Parmi la petite poignée d'œuvres que nous a léguées Karl Amadeus Hartmann (1905 - 1963), on compte un Miserae, une Première symphonie "Essai de Requiem", une Symphonie tragique et une Symphonie plaintive toutes deux recyclées dans sa Troisième symphonie, un Concerto funèbre pour violon et orchestre qui est sans doute son opus le plus joué de nos jours, une Cantate profane ultérieurement renommée Lamento... Pendant toutes les années noires du Nazisme, s'il n'a pas quitté l'Allemagne, il s'est entièrement retiré de la vie musicale - alors qu'il était en pleine possession de ses moyens créatifs, entre 30 et 40 ans - et lorsqu'il revint sur la scène après la Guerre, certes dénazifié d'office puisqu'anti-fasciste déclaré dès le début, il orienta sa carrière vers l'administration de la vie musicale allemande, la réhabilitation des compositeurs contemporains rejetés par les Nazis, et la promotion de la jeune relève : Henze, Nono, Dallapiccola, Orff, Xenakis, Messiaen, Berio, Zimmermann et même Boulez qui lui doivent tous leur remarquable parcours en Allemagne. Henze achèvera d'ailleurs bon nombre de partitions laissées inachevées à la mort de Hartmann.
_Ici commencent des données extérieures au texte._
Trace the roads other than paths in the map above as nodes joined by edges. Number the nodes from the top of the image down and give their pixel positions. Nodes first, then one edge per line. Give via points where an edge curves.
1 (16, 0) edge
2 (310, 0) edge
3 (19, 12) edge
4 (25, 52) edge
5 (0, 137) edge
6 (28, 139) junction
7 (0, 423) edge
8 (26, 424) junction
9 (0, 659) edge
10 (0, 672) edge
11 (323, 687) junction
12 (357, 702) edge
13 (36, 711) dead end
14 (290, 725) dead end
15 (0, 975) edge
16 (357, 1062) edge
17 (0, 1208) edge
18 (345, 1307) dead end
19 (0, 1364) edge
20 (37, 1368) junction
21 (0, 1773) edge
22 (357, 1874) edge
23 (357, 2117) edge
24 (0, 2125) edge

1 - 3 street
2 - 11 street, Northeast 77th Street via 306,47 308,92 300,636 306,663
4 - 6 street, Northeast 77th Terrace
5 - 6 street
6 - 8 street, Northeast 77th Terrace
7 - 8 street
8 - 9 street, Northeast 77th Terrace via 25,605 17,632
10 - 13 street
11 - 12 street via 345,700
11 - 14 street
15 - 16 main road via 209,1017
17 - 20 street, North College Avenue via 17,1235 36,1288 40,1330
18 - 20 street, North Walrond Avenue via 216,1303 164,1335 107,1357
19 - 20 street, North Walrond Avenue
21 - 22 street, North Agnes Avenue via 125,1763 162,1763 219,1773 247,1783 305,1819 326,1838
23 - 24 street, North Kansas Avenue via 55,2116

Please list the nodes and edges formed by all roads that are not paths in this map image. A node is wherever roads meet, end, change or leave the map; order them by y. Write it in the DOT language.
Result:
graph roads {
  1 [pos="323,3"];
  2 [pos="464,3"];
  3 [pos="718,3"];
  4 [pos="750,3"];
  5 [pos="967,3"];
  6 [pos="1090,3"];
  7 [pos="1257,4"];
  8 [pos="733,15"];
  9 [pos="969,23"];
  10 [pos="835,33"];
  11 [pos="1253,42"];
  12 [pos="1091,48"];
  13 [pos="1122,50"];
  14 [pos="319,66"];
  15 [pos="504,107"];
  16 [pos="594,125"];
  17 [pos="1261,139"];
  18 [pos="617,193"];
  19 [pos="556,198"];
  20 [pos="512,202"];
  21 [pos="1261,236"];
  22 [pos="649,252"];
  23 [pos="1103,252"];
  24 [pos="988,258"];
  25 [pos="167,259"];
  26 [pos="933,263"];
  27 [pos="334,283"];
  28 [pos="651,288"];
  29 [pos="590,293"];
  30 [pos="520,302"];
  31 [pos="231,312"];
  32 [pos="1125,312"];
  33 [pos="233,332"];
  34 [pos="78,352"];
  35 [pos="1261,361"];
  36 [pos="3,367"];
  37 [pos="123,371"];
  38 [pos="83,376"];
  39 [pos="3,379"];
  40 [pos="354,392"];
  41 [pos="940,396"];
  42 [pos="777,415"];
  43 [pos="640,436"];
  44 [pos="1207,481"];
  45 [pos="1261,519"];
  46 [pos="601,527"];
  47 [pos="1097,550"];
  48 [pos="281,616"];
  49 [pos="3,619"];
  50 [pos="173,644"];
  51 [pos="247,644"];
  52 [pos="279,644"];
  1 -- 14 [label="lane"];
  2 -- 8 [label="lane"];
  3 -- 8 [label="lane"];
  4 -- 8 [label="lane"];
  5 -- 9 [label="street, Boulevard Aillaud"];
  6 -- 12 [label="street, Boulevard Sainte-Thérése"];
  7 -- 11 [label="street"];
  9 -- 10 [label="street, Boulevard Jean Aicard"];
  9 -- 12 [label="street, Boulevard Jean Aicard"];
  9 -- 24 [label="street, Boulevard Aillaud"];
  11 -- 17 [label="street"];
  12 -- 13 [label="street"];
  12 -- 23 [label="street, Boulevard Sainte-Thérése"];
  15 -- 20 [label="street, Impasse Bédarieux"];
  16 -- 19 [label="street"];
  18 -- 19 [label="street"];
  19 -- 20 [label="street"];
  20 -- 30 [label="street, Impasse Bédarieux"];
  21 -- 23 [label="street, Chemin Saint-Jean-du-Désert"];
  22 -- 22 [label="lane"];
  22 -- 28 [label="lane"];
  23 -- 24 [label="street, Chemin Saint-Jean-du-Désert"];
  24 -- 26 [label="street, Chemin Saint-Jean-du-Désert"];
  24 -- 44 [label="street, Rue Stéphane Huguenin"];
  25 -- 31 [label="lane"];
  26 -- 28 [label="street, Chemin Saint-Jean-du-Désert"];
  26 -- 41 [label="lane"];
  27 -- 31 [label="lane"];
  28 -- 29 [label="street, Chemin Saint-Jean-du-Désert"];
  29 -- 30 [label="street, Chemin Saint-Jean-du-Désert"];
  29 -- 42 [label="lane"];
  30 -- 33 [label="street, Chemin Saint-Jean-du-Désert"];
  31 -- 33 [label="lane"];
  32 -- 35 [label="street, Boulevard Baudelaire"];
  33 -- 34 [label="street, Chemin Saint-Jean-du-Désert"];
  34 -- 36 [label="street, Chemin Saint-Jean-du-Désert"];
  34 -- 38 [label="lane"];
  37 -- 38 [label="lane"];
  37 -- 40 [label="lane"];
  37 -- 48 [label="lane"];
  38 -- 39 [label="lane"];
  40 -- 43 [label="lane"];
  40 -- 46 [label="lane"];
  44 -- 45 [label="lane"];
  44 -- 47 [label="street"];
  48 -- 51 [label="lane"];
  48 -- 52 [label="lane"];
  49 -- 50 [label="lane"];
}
Pendant ce temps, bien sûr, Hartmann ne disposa de guère le temps à consacrer à la composition et lorsqu'il s'éteignit en décembre 1963 à l'âge de 58 ans, il n'avait achevé que ses huit symphonies - pour beaucoup réécrites d'après des matériaux anciens -, un seul opéra (Simplicius Simplicissimus), une petite poignée d'œuvres de chambre, le concerto pour violon cité plus haut, et une demi-douzaine d'ouvrages vocaux dont la présente Scène chantée sur un texte de Sodome et Gomorrhe de Jean Giraudoux, encore un grand moment de noirceur et de tragédie... C'est là l'ultime chef-d'œuvre de Hartmann qui, semble-t-il, ne l'acheva pas entièrement. Cela dit, les commentateurs se contredisent légèrement : dans une même phrase, il est indiqué que le dernier fragment de texte n'a pas été mis en musique car Hartmann serait mort avant de l'avoir terminé, puis on nous précise que c'était son intention de laisser les dernières phrases sans musique ! Quid ? Mystère...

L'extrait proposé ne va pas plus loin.